Task directions:
Omit every picture while you reproduce the entries that follow word for word.

**** Recorded information ****

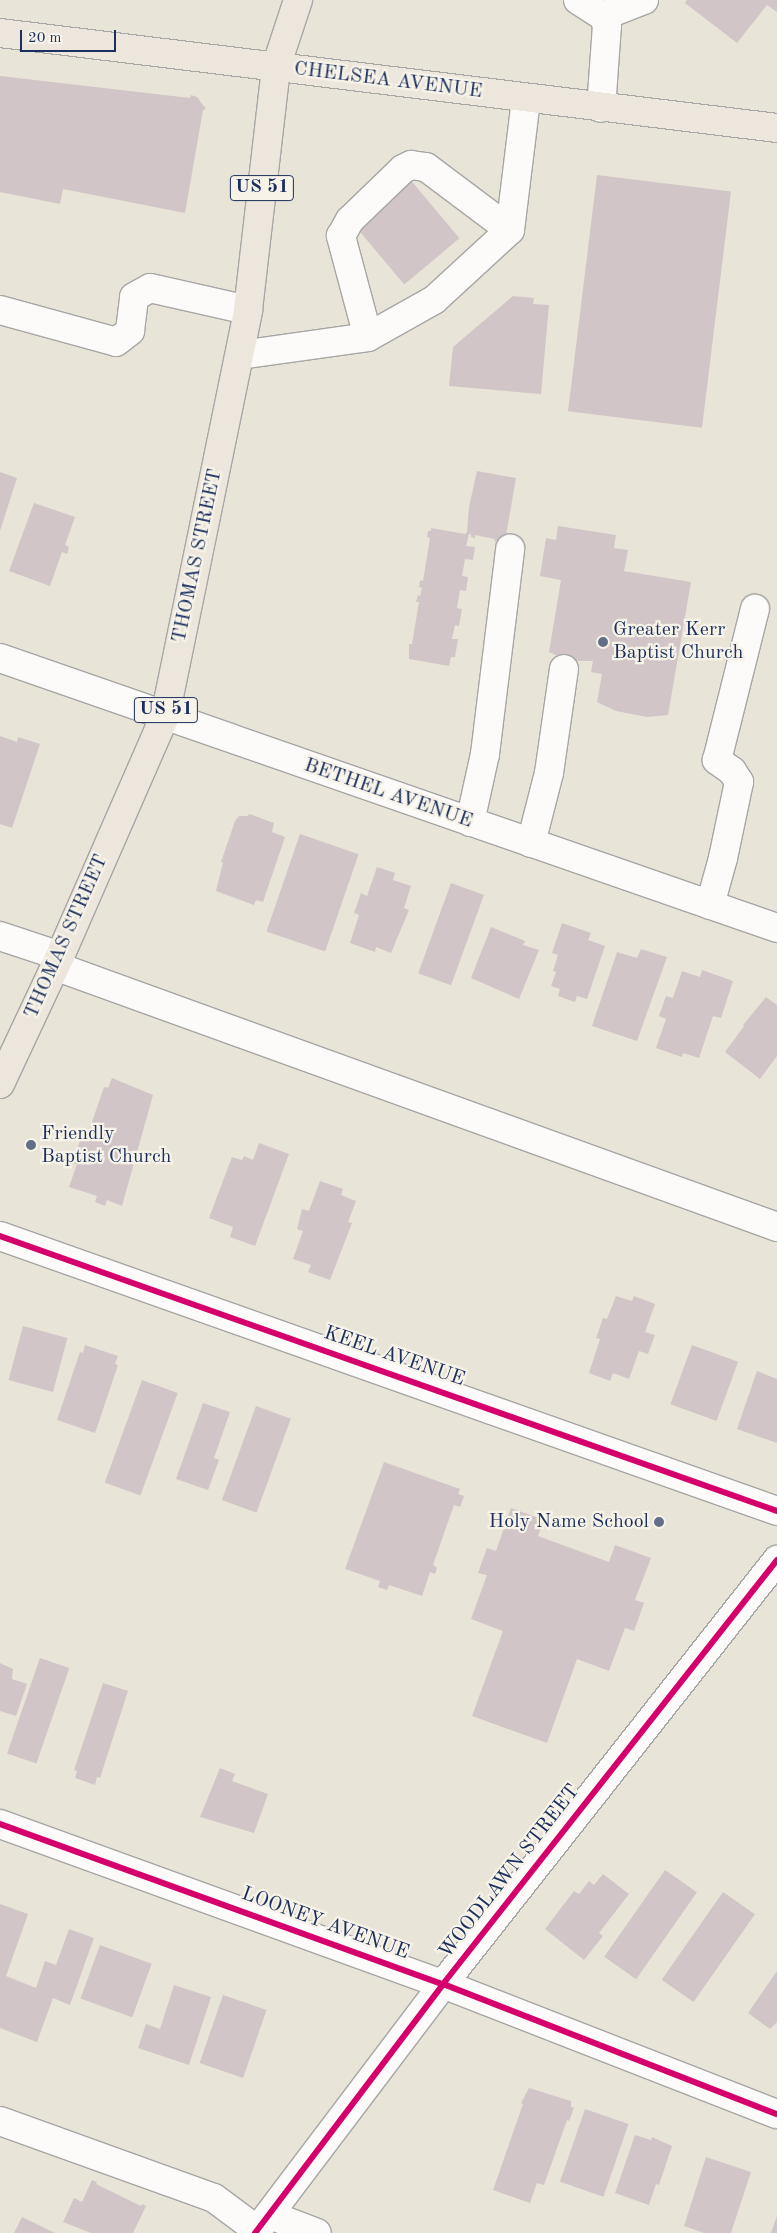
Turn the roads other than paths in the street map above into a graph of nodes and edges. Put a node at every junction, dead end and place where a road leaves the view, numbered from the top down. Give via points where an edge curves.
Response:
1 (298, 0) edge
2 (578, 0) edge
3 (644, 0) edge
4 (603, 16) junction
5 (0, 33) edge
6 (276, 67) junction
7 (526, 99) junction
8 (601, 108) junction
9 (777, 128) edge
10 (510, 230) junction
11 (0, 310) edge
12 (248, 310) junction
13 (368, 337) junction
14 (240, 355) junction
15 (510, 549) dead end
16 (755, 609) dead end
17 (0, 658) edge
18 (564, 669) dead end
19 (165, 716) junction
20 (470, 822) junction
21 (531, 843) junction
22 (710, 905) junction
23 (777, 928) edge
24 (0, 936) edge
25 (58, 961) junction
26 (0, 1084) edge
27 (777, 1227) edge
28 (0, 1236) edge
29 (777, 1511) edge
30 (777, 1560) edge
31 (0, 1824) edge
32 (443, 1984) junction
33 (773, 2106) edge
34 (0, 2121) edge
35 (261, 2226) edge
36 (316, 2233) edge

1 - 6 main road, THOMAS STREET / US 51
2 - 4 street
3 - 4 street
4 - 8 street via 608,36
5 - 6 main road, CHELSEA AVENUE
6 - 7 main road, CHELSEA AVENUE
6 - 12 main road, THOMAS STREET / US 51
7 - 8 main road, CHELSEA AVENUE
7 - 10 street
8 - 9 main road, CHELSEA AVENUE
10 - 13 street via 434,300
10 - 13 street via 426,167 411,165 403,169 350,220 341,236
11 - 12 street via 116,342 130,331 134,297 150,288
12 - 14 main road, THOMAS STREET / US 51
13 - 14 street
14 - 19 main road, THOMAS STREET / US 51
15 - 20 street via 485,754
16 - 22 street via 717,760 732,771 739,782
17 - 19 street, BETHEL AVENUE
18 - 21 street via 548,773
19 - 20 street, BETHEL AVENUE
19 - 25 main road, THOMAS STREET / US 51
20 - 21 street, BETHEL AVENUE
21 - 22 street, BETHEL AVENUE
22 - 23 street, BETHEL AVENUE
24 - 25 street
25 - 26 main road, THOMAS STREET / US 51
25 - 27 street
28 - 29 street, KEEL AVENUE
30 - 32 street, WOODLAWN STREET
31 - 32 street, LOONEY AVENUE
32 - 33 street, LOONEY AVENUE
32 - 35 street, WOODLAWN STREET
34 - 35 street via 214,2198
35 - 36 street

****

Exercise output:
Turn the roads other than paths in the street map above into a graph of nodes and edges. Put a node at every junction, dead end and place where a road leaves the view, numbered from the top down. Give via points where an edge curves.
Response:
1 (298, 0) edge
2 (578, 0) edge
3 (644, 0) edge
4 (603, 16) junction
5 (0, 33) edge
6 (276, 67) junction
7 (526, 99) junction
8 (601, 108) junction
9 (777, 128) edge
10 (510, 230) junction
11 (0, 310) edge
12 (248, 310) junction
13 (368, 337) junction
14 (240, 355) junction
15 (510, 549) dead end
16 (755, 609) dead end
17 (0, 658) edge
18 (564, 669) dead end
19 (165, 716) junction
20 (470, 822) junction
21 (531, 843) junction
22 (710, 905) junction
23 (777, 928) edge
24 (0, 936) edge
25 (58, 961) junction
26 (0, 1084) edge
27 (777, 1227) edge
28 (0, 1236) edge
29 (777, 1511) edge
30 (777, 1560) edge
31 (0, 1824) edge
32 (443, 1984) junction
33 (773, 2106) edge
34 (0, 2121) edge
35 (261, 2226) edge
36 (316, 2233) edge

1 - 6 main road, THOMAS STREET / US 51
2 - 4 street
3 - 4 street
4 - 8 street via 608,36
5 - 6 main road, CHELSEA AVENUE
6 - 7 main road, CHELSEA AVENUE
6 - 12 main road, THOMAS STREET / US 51
7 - 8 main road, CHELSEA AVENUE
7 - 10 street
8 - 9 main road, CHELSEA AVENUE
10 - 13 street via 434,300
10 - 13 street via 426,167 411,165 403,169 350,220 341,236
11 - 12 street via 116,342 130,331 134,297 150,288
12 - 14 main road, THOMAS STREET / US 51
13 - 14 street
14 - 19 main road, THOMAS STREET / US 51
15 - 20 street via 485,754
16 - 22 street via 717,760 732,771 739,782
17 - 19 street, BETHEL AVENUE
18 - 21 street via 548,773
19 - 20 street, BETHEL AVENUE
19 - 25 main road, THOMAS STREET / US 51
20 - 21 street, BETHEL AVENUE
21 - 22 street, BETHEL AVENUE
22 - 23 street, BETHEL AVENUE
24 - 25 street
25 - 26 main road, THOMAS STREET / US 51
25 - 27 street
28 - 29 street, KEEL AVENUE
30 - 32 street, WOODLAWN STREET
31 - 32 street, LOONEY AVENUE
32 - 33 street, LOONEY AVENUE
32 - 35 street, WOODLAWN STREET
34 - 35 street via 214,2198
35 - 36 street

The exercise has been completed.